Uh, noise cancellation is hard. First of all, the audio pipeline currently isn’t able to resample the microphones, so mic and output need to be connected to separate i2s buses, or it won’t work simultaneously in the first place.
And then I had some luck with the microwakeword component. It often triggers correctly even with noise in the background. And I have an automation that mutes all media players and the TV when the wake word is triggered. That’s my “noise cancelling”.
I think more elaborate noise cancelling is going to require some dedicated hardware (or maybe some proprietary ESP-ADF functions) and a microphone array. But that’s probably as expensive as an Voice PE?!

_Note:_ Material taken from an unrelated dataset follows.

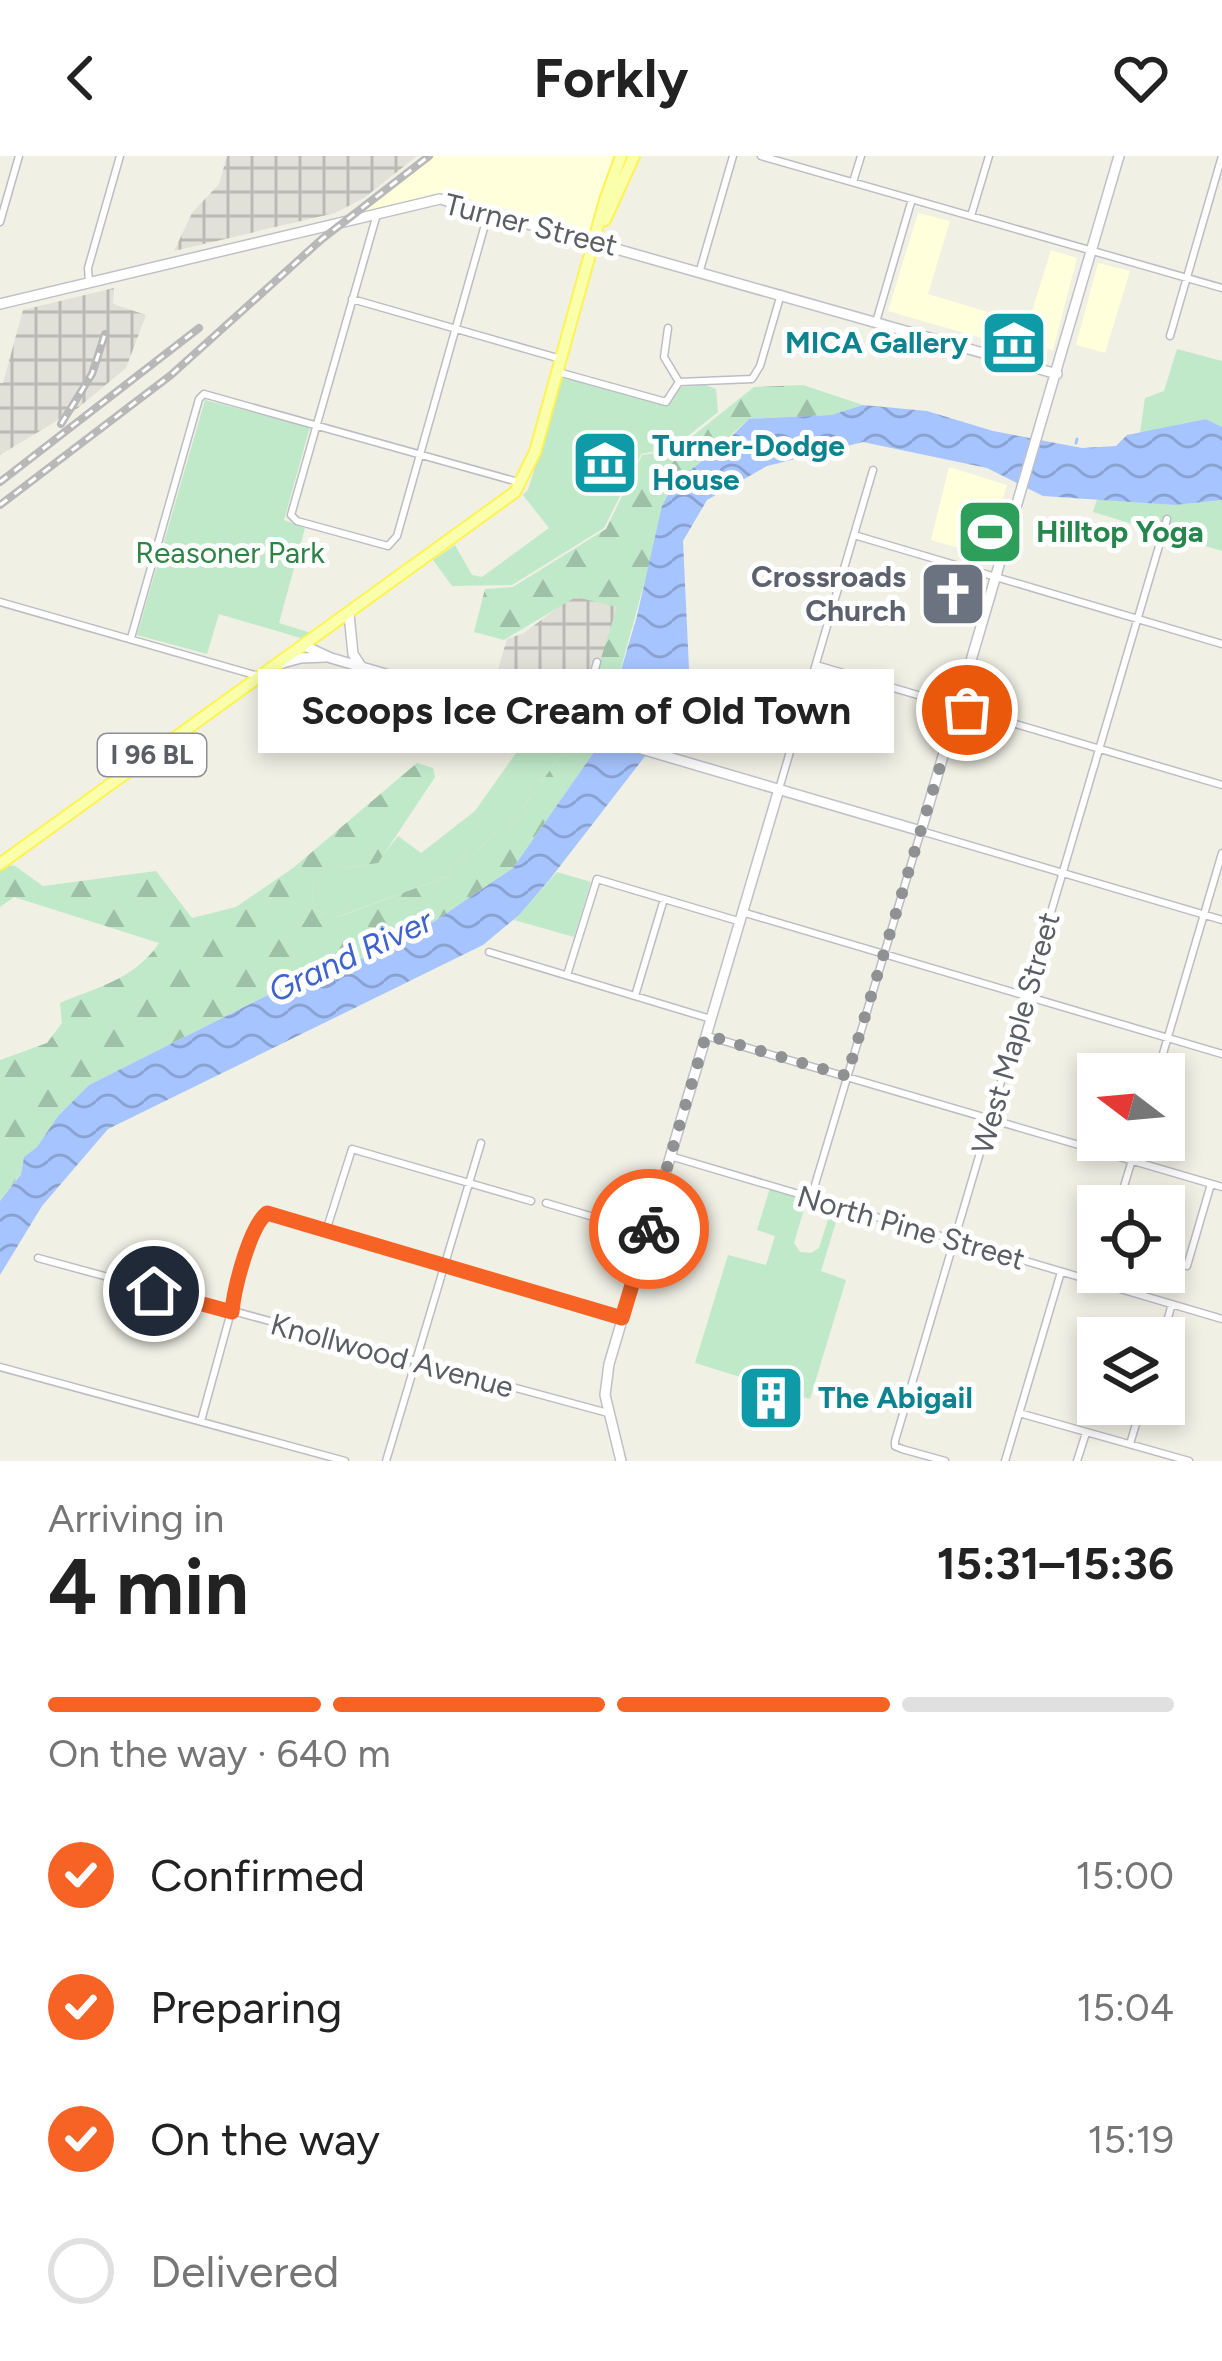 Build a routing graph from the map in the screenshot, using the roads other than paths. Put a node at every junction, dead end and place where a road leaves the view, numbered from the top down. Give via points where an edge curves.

I’m not in a good place with the voice assistant anyway. Don’t own a graphics card. So it’s slow. And Whisper never gets all the words right for me. So it’s down to the speech-to-phrase addon. And that seems to be broken as of now. At least I get more connection errors than commands through. I think I’m going to do the Sendspin media player first. And then maybe add a microphone and voice assistant later.






Nice, thanks for the link! I wasn’t aware of that. Sadly as with all shiny new things it doesn’t fit all my requirements… I’d really like to speak to my house in my native language. But I figure English will do. I’m gonna try that.
Not sure if an ESP32-S3 is fast enough for more advanced DSP plus the rest of an voice assistant. At least I found some ESP32 libraries with noise reduction, echo cancellation… There is the ESP-ADF and a project called ESP32-SpeexDSP. But I didn’t try that yet. The Rockckip / Luckfox development board looks nice as well. A Cortex-A7 and a few hundred megabytes of memory might come in handy. And whatever the NPU does. But I don’t have a clue what kind of software and libraries we got for embedded Linux or custom processing units.
Anyway. I think the production-grade stuff mostly uses multiple microphones and a combination of beamforming and echo cancellation. I got 4 inmp441 microphones here. But I lack the software/libraries to tinker with that kind of signal processing.